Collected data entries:

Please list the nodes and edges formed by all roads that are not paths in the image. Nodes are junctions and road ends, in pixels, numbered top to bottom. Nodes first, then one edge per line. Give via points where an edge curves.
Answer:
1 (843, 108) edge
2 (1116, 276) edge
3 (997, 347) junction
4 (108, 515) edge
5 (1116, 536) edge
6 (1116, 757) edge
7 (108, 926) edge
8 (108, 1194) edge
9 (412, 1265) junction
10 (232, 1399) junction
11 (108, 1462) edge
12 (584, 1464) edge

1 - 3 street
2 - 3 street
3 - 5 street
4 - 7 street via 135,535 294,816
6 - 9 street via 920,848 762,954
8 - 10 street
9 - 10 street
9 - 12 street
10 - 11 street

*Work instruction:* All of the data above needs to be set down again exactly. Include every line.

*Solution:*
Please list the nodes and edges formed by all roads that are not paths in the image. Nodes are junctions and road ends, in pixels, numbered top to bottom. Nodes first, then one edge per line. Give via points where an edge curves.
Answer:
1 (843, 108) edge
2 (1116, 276) edge
3 (997, 347) junction
4 (108, 515) edge
5 (1116, 536) edge
6 (1116, 757) edge
7 (108, 926) edge
8 (108, 1194) edge
9 (412, 1265) junction
10 (232, 1399) junction
11 (108, 1462) edge
12 (584, 1464) edge

1 - 3 street
2 - 3 street
3 - 5 street
4 - 7 street via 135,535 294,816
6 - 9 street via 920,848 762,954
8 - 10 street
9 - 10 street
9 - 12 street
10 - 11 street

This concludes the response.